2 cups (1 C) all-purpose flour
1/2 cup (1/4 C) powdered sugar
1/2 teaspoon (1/4 tsp) baking soda
1/4 teaspoon (1/8 tsp) table salt
3/4 cup cold butter (6 tablespoons), cubed
3/4 cup (1/4 + 1/8 cup) toasted slivered almonds, coarsely chopped
Parchment paper and cooking spray to prepare the baking pan


3/4 cup (1/4 + 1/8 cup) granulated sugar
1/4 cup (1/8 C) cornstarch
1/4 teaspoon (1/8 tsp) table salt
1 pound rhubarb or 1-lb package frozen rhubarb, thawed, (1/2 lb or about 2 cups fresh) cut into 1/2-inch-thick slices
2 6-ounce (1 6-oz) containers fresh raspberries
1 teaspoon (1/2 tsp) vanilla extract


2 8-ounce (1 8-oz) packages cream cheese, softened
3/4 cup (1/4 + 1/8 C) granulated sugar
2 (1) large eggs
1 teaspoon (1/2 tsp) lemon zest
1 tablespoon (1 tsp + 1/2 tsp) fresh lemon juice

Optional garnishes:  Powdered sugar, fresh raspberries or lemon ice cream

To prepare the crust: Preheat oven to 350°.  Toast the almonds in a small frying pan over medium heat, stirring every few minutes, until golden. Coarsely chop the almonds and set aside. Spray an 13 x 9 (8 x 8 for half recipe) inch baking pan with non-stick baking spray.  Cut a piece of parchment paper the size of the bottom of the pan by outlining it on a piece of parchment and cut to fit. Place the parchment in the bottom of the pay and spray the parchment with baking spray. Stir together flour, powdered sugar and baking soda in a large bowl.  Cut the cubed butter into flour mixture with a pastry blender until crumbly. Stir in the toasted almonds. Press the mixture onto the bottom of the prepared pan.  Bake for 15 to 20 minutes or until lightly browned. Cool on a wire rack until ready to use.

To prepare the filling: Stir together the granulated sugar, cornstarch and salt in a large heavy saucepan.  Stir in rhubarb and 1 (1/2) container raspberries. Let stand 15 minutes, stirring occasionally. Bring mixture to a boil over medium heat, stirring constantly. Reduce heat to low, and simmer 3 minutes, stirring constantly. Remove from heat, and stir in vanilla and remaining raspberries.

To prepare the cream cheese batter: Beat the cream cheese and granulated sugar with an electric mixer until smooth. Add eggs, 1 at a time, and beat just until blended after each addition.
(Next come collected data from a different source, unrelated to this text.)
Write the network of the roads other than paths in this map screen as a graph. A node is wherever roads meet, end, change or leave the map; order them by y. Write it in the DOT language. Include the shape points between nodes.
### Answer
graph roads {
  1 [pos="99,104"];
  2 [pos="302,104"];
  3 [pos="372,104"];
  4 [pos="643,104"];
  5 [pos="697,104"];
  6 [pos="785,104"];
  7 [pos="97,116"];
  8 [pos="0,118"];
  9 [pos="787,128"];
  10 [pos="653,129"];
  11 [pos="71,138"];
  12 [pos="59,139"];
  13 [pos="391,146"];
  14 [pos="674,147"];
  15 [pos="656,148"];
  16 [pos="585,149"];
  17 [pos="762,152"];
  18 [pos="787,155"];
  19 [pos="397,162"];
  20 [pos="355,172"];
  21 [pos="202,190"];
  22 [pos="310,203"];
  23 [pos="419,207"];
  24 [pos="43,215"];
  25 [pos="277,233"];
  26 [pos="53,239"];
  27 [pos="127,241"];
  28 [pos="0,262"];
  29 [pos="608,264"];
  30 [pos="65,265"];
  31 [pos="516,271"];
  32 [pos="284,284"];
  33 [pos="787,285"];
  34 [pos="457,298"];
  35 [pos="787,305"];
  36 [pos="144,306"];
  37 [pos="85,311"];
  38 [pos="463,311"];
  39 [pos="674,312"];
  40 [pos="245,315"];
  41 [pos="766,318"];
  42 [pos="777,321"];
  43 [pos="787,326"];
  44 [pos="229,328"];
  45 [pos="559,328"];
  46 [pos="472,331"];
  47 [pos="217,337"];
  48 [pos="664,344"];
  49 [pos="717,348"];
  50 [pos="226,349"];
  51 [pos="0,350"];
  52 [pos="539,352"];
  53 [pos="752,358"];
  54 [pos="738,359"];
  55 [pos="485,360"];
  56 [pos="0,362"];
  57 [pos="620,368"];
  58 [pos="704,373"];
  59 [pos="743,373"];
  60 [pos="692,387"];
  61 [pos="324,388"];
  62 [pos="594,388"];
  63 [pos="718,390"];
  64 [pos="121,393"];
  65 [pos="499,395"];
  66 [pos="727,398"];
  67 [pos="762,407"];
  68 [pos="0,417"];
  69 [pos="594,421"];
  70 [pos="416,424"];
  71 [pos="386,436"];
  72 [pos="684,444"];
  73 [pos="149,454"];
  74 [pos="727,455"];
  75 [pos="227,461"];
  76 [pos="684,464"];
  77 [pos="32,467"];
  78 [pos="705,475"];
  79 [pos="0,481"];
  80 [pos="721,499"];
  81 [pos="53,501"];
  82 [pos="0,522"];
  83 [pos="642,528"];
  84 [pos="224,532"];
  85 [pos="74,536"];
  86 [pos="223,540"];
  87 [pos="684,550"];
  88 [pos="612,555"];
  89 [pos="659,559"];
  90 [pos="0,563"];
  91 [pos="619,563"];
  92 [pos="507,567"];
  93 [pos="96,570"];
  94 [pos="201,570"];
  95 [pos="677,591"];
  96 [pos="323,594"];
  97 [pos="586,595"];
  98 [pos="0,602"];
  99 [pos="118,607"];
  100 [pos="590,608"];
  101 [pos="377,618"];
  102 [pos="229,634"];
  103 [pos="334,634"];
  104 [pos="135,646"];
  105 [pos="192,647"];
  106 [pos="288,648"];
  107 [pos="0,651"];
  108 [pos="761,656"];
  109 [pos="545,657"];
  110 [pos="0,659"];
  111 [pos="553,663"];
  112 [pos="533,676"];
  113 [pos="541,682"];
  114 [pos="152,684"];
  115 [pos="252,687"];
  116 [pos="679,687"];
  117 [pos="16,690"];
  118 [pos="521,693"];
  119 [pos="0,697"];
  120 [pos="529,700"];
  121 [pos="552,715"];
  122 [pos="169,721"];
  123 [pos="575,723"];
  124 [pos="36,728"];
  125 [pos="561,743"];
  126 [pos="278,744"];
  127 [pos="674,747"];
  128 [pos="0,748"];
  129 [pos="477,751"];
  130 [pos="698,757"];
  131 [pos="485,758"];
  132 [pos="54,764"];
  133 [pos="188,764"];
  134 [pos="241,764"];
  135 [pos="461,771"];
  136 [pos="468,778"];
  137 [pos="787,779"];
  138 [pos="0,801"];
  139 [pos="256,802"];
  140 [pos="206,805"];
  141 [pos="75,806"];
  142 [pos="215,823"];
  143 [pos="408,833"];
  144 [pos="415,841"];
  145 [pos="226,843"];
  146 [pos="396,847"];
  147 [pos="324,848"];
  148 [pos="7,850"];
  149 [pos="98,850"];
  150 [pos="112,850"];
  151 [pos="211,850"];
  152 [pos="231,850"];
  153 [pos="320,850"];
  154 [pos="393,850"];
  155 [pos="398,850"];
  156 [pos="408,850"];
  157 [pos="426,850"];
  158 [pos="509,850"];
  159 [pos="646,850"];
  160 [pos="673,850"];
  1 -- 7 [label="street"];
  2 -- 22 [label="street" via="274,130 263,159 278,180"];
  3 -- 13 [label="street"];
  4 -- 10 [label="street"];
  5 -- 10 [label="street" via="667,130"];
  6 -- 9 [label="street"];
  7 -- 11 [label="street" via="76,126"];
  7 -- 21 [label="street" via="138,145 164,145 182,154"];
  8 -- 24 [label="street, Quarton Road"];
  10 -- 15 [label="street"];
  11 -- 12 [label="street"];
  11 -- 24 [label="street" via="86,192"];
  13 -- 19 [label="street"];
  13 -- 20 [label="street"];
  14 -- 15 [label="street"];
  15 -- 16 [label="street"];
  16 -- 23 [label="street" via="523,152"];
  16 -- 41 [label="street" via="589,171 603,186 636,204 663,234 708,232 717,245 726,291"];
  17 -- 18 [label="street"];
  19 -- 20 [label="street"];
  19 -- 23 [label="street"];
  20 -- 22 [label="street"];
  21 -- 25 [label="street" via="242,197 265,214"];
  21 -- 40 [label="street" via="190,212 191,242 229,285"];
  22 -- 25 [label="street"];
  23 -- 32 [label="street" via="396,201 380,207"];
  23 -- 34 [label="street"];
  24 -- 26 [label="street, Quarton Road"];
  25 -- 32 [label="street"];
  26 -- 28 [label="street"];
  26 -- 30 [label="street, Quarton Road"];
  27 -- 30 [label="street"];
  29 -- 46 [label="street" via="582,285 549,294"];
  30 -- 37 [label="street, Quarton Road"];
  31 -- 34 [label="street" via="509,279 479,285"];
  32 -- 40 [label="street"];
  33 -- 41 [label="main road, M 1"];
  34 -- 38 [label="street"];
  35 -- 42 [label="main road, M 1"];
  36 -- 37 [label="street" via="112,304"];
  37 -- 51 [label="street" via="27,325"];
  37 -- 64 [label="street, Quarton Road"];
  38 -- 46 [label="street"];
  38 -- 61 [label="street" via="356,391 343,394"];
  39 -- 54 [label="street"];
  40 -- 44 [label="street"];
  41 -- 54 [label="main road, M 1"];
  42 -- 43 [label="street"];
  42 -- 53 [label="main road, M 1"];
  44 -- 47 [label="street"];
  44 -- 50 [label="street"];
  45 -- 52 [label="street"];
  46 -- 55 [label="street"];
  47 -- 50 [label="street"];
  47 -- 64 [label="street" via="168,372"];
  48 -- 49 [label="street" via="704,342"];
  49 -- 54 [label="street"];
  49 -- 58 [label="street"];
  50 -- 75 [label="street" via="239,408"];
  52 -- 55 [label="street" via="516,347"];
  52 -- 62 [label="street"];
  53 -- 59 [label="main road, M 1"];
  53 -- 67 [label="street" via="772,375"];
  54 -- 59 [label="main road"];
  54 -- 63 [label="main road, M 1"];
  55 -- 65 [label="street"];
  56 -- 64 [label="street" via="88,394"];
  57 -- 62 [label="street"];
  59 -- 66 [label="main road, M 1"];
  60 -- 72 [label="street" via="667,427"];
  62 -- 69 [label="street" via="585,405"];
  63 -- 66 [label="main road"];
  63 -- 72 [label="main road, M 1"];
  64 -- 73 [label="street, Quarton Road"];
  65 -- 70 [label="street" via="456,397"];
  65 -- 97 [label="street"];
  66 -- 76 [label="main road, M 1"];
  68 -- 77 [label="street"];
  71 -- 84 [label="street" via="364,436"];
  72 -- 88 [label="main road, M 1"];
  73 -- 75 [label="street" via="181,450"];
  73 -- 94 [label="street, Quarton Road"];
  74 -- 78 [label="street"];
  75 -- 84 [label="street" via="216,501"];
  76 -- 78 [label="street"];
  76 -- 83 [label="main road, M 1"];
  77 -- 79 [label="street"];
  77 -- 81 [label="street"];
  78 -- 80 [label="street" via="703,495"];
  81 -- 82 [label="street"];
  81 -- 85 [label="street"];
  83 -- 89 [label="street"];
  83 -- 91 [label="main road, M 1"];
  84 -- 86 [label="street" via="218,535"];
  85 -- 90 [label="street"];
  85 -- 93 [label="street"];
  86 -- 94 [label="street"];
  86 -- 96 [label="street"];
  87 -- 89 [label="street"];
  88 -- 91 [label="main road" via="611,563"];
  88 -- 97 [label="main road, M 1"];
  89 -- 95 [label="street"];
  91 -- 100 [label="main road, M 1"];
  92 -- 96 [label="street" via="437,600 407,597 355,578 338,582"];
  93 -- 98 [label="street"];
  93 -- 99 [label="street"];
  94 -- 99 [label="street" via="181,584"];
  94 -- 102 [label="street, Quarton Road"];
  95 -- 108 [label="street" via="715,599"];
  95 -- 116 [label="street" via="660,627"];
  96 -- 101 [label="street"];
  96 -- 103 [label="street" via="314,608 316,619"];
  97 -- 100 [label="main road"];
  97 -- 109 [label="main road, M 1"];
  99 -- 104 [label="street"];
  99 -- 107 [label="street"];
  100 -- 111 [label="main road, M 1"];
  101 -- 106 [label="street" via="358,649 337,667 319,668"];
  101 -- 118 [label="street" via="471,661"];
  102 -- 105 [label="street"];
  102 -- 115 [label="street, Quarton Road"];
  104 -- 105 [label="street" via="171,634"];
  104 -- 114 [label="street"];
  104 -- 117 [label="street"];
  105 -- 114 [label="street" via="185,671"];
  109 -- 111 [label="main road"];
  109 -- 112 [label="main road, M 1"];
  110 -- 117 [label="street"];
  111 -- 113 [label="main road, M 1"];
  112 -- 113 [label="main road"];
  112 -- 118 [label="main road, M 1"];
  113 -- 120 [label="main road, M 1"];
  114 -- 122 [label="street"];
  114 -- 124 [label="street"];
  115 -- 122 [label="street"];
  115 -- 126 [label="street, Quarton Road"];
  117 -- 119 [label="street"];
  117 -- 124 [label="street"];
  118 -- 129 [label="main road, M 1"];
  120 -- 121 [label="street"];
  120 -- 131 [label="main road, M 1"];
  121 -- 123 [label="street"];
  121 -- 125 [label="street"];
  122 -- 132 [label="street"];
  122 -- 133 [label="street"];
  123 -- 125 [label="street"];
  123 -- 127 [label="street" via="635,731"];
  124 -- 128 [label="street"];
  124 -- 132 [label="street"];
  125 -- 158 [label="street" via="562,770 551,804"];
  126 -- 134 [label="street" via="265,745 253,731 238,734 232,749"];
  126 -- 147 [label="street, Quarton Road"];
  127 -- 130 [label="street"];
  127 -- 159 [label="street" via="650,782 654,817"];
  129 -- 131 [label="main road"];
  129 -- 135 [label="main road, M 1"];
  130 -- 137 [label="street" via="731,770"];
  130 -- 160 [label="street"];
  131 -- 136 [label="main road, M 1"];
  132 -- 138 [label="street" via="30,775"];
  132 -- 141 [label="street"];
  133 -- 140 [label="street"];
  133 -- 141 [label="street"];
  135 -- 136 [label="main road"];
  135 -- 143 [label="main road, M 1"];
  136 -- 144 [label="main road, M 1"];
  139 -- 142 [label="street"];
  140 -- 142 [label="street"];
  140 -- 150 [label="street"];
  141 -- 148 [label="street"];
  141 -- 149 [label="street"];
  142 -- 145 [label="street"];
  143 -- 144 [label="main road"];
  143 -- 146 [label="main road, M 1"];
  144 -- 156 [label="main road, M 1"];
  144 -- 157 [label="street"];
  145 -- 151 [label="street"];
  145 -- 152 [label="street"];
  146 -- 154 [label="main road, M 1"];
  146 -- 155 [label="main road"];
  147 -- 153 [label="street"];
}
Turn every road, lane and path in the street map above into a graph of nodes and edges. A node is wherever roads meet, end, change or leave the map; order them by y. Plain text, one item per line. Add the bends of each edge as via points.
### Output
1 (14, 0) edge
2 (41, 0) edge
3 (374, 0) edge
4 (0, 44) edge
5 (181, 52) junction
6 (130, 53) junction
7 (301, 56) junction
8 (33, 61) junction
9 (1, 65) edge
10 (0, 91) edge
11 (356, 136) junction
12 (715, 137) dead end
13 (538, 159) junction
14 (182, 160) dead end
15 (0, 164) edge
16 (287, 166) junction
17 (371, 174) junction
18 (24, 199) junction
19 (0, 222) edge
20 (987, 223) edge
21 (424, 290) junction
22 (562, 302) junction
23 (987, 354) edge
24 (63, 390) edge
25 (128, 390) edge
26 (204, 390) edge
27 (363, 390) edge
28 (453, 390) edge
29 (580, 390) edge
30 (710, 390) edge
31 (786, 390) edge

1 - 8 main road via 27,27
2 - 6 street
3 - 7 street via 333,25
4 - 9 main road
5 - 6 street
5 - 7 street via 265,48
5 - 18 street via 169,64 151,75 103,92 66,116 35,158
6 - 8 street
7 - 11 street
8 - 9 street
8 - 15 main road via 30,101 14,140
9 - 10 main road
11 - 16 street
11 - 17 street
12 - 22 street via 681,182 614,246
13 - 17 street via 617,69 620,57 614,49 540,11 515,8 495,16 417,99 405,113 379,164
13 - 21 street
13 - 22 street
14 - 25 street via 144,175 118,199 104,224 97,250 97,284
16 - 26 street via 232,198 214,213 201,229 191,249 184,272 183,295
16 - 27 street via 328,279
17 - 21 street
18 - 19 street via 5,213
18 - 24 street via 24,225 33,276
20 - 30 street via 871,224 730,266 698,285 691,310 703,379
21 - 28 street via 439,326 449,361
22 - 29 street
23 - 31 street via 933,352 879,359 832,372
Add lemon zest and juice, beating well.

Spread Rhubarb-Raspberry Filling over Crust. Gently spread Cream Cheese Batter over filling.

Bake at 350° for 25 to 30 minutes or until set (mine took about 40 minutes). The center should have risen to the same height as the outsides. Cool on a wire rack at least 1 hour.

Cover and chill 4 to 8 hours. Cut into bars and serve with fresh raspberries or lemon ice cream.